_Data_
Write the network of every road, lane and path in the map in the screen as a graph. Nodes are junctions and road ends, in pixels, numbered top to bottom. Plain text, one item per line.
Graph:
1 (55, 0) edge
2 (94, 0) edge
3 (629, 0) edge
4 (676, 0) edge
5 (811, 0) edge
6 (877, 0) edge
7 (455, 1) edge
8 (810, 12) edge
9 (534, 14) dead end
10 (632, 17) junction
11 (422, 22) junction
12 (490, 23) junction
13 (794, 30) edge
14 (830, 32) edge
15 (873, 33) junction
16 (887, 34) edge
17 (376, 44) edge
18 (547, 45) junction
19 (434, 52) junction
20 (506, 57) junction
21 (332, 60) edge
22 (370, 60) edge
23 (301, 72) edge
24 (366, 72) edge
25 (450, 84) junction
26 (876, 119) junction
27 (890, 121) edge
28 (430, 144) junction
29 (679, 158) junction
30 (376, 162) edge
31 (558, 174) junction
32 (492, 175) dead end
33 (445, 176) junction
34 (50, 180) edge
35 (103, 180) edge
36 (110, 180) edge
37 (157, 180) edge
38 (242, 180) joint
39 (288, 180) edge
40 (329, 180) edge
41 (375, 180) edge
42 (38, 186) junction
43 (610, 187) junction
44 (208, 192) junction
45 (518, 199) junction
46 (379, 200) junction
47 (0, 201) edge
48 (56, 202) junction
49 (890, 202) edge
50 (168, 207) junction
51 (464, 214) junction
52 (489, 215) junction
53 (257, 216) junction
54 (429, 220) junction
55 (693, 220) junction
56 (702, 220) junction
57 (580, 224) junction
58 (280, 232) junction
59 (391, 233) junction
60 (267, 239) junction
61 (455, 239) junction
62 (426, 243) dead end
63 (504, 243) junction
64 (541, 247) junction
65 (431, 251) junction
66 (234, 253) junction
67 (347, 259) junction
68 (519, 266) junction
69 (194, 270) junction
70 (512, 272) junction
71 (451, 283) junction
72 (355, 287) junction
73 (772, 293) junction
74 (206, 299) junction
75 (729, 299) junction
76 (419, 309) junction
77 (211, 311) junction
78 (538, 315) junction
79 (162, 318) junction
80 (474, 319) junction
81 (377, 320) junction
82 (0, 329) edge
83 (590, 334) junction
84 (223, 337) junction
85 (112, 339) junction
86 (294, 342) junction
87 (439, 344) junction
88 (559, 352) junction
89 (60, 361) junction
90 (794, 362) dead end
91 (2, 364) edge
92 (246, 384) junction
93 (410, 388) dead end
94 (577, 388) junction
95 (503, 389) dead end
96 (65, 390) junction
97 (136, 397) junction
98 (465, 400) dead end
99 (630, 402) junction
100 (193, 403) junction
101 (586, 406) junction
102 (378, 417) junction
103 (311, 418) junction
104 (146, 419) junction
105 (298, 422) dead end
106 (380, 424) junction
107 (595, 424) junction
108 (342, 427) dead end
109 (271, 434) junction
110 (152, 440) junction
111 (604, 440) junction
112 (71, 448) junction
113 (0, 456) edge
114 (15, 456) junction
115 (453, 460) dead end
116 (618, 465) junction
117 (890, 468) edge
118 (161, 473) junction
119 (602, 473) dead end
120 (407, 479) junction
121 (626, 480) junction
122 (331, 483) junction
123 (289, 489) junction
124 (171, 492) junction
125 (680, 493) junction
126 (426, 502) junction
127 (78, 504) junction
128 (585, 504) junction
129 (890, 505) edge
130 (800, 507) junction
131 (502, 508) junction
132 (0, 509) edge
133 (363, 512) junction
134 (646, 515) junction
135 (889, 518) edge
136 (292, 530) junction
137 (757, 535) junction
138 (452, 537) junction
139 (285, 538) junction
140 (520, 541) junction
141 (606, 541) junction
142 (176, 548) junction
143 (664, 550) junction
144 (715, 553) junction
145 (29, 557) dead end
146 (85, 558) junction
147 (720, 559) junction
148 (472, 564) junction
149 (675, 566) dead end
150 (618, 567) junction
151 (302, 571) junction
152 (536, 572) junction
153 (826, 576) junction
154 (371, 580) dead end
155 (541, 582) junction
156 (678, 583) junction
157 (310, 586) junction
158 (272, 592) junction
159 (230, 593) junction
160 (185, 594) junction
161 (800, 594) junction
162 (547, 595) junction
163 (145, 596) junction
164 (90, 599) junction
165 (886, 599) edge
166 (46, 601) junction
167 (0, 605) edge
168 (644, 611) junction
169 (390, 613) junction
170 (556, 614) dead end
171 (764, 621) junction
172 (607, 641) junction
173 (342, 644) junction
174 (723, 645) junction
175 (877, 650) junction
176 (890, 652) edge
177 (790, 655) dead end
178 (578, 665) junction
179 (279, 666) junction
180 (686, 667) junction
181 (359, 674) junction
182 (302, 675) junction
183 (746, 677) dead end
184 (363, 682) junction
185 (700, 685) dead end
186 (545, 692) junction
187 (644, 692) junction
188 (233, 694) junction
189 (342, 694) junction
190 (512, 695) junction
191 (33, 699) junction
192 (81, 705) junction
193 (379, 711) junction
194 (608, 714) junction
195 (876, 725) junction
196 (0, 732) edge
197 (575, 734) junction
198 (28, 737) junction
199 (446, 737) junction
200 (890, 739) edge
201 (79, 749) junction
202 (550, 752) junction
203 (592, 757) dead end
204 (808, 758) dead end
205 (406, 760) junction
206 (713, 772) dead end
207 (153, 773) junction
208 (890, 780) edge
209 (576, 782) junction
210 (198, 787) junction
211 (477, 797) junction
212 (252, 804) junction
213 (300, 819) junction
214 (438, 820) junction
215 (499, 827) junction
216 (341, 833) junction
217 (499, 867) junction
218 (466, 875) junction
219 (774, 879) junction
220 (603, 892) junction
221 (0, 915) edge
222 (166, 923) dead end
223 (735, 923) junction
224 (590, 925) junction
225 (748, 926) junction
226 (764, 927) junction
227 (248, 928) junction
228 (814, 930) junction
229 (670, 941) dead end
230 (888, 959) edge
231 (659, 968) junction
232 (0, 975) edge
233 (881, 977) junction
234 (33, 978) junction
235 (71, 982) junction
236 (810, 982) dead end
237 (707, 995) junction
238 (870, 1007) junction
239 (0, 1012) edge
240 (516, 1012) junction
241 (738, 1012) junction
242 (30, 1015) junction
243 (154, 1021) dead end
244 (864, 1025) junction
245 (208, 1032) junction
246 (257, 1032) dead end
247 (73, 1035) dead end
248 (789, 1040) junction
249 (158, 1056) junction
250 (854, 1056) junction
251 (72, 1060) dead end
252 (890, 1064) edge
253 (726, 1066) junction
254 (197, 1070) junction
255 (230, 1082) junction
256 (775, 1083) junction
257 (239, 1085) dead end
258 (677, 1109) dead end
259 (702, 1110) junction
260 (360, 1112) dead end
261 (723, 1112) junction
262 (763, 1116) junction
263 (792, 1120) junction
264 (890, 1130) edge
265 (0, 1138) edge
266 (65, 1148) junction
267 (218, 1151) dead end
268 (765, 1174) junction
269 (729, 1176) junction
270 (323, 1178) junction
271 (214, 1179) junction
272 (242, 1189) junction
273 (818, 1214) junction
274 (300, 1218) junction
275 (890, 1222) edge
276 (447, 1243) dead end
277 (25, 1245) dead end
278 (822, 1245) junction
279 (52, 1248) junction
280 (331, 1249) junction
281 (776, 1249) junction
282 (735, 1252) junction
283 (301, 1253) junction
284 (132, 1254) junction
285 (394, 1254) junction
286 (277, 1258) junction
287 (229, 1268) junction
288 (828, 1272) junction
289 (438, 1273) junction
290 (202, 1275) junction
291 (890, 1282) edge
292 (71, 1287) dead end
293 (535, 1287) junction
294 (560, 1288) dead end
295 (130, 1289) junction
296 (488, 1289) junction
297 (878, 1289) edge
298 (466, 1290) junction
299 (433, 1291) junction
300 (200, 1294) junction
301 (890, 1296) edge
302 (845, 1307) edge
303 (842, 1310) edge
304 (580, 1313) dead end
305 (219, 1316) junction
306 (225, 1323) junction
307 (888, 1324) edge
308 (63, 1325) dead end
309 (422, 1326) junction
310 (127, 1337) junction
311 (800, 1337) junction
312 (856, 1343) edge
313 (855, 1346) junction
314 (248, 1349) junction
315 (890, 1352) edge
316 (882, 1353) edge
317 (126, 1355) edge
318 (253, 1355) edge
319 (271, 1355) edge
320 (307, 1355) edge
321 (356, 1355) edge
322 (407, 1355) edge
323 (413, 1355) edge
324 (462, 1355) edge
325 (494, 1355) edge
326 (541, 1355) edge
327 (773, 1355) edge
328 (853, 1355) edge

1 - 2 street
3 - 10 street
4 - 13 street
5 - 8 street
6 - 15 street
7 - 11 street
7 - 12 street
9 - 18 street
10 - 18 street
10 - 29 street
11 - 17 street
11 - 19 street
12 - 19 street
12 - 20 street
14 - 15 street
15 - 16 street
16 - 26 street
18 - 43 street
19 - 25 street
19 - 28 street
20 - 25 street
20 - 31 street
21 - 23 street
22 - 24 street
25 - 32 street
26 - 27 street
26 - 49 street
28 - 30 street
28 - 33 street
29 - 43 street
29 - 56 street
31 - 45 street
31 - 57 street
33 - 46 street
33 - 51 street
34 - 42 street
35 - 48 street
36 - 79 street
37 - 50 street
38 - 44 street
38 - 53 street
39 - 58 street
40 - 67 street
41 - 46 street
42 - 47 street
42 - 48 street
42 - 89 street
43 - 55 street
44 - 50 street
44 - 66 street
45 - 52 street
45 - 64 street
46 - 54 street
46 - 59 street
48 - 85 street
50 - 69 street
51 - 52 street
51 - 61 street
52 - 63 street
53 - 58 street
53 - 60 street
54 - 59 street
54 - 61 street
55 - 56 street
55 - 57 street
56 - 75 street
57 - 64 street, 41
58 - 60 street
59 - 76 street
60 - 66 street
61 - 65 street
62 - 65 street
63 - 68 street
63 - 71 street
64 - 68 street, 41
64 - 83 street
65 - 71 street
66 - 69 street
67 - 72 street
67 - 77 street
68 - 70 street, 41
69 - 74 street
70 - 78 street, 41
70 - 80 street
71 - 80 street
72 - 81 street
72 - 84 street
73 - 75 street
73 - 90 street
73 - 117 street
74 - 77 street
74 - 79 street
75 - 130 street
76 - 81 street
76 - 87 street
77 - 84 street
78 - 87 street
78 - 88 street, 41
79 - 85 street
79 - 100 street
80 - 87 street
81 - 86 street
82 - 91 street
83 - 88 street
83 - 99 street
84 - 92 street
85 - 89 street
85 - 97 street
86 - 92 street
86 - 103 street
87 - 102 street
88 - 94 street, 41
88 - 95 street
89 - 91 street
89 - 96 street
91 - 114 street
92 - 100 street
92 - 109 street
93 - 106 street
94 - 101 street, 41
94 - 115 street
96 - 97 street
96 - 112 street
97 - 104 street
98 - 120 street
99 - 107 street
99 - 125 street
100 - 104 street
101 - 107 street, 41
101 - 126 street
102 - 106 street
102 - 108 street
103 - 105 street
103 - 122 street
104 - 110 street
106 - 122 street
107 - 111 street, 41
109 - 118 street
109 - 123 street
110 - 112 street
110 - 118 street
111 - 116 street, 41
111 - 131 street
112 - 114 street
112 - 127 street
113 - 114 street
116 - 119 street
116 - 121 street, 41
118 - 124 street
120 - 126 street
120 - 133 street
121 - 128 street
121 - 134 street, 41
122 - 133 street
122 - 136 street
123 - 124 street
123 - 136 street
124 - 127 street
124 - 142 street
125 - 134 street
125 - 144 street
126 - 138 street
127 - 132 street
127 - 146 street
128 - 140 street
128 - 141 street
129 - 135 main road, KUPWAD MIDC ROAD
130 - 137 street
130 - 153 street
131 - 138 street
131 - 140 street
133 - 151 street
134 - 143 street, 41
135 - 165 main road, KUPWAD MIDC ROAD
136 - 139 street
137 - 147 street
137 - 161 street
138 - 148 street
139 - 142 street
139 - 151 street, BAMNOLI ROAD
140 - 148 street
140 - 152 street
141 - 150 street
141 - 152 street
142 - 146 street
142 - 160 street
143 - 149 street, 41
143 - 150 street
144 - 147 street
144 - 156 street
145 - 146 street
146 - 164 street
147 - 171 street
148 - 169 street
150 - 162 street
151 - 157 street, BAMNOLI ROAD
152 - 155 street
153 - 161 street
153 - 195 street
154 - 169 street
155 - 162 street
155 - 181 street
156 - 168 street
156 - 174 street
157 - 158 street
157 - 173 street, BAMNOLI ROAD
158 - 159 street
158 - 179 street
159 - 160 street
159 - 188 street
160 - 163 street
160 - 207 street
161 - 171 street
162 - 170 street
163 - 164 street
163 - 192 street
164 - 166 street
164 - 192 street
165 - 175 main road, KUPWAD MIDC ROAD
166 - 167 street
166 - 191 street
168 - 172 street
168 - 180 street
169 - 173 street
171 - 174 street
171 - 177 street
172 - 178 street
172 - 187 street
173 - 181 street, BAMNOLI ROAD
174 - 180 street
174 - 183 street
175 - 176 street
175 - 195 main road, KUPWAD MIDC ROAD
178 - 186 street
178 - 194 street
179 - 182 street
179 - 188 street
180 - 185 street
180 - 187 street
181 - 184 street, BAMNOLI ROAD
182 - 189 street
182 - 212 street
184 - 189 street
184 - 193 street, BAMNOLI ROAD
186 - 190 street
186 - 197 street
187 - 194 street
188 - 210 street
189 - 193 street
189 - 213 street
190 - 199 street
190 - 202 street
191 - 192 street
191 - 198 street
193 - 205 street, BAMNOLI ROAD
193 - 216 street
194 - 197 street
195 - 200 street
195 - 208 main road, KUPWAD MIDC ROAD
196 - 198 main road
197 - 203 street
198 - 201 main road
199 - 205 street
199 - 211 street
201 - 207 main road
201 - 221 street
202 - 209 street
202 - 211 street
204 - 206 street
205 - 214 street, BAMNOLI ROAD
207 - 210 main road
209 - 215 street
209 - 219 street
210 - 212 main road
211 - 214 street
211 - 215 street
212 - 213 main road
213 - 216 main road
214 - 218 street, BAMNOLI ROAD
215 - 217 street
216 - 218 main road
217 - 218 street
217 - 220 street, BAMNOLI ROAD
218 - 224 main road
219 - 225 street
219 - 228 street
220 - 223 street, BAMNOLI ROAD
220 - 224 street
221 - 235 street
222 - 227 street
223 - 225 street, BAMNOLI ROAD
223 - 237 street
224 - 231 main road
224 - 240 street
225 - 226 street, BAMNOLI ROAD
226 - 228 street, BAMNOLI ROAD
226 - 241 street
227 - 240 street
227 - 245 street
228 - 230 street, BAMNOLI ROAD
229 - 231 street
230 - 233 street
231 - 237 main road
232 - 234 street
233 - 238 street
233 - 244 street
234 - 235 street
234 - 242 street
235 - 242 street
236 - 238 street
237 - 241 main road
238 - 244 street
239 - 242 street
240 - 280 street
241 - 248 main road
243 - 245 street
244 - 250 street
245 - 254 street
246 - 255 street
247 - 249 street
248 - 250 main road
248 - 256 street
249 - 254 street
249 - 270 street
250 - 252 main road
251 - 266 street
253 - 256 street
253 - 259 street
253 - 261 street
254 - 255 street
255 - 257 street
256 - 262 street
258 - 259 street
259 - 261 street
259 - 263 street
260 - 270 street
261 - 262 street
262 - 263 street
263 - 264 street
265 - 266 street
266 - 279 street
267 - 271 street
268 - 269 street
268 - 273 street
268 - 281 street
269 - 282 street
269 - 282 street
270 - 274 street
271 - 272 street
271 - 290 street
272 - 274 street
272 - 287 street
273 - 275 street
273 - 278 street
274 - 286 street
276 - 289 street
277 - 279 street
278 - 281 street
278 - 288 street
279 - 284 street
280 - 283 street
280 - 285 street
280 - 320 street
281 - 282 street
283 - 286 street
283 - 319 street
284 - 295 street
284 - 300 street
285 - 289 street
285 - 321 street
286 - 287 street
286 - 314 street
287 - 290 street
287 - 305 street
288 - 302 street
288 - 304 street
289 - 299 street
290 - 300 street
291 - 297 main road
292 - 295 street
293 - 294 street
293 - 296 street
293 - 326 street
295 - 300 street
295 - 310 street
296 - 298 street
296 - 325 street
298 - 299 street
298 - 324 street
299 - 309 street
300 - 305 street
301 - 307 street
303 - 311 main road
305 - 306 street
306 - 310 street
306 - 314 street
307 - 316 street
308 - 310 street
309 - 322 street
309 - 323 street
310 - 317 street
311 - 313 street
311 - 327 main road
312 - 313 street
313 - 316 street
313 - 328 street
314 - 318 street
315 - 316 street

...

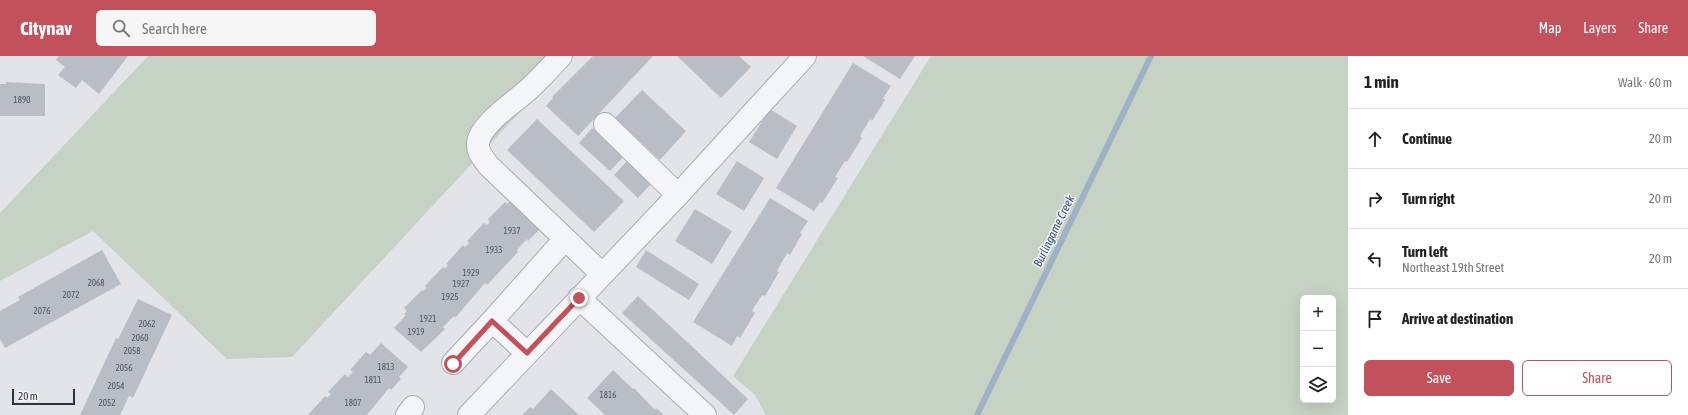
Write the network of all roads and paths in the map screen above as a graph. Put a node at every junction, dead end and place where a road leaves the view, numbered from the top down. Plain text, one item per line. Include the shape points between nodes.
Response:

_What the exercise asks_
Nothing but a number should be given: how many lines in the records hold the word "every".

_Solved exercise_
2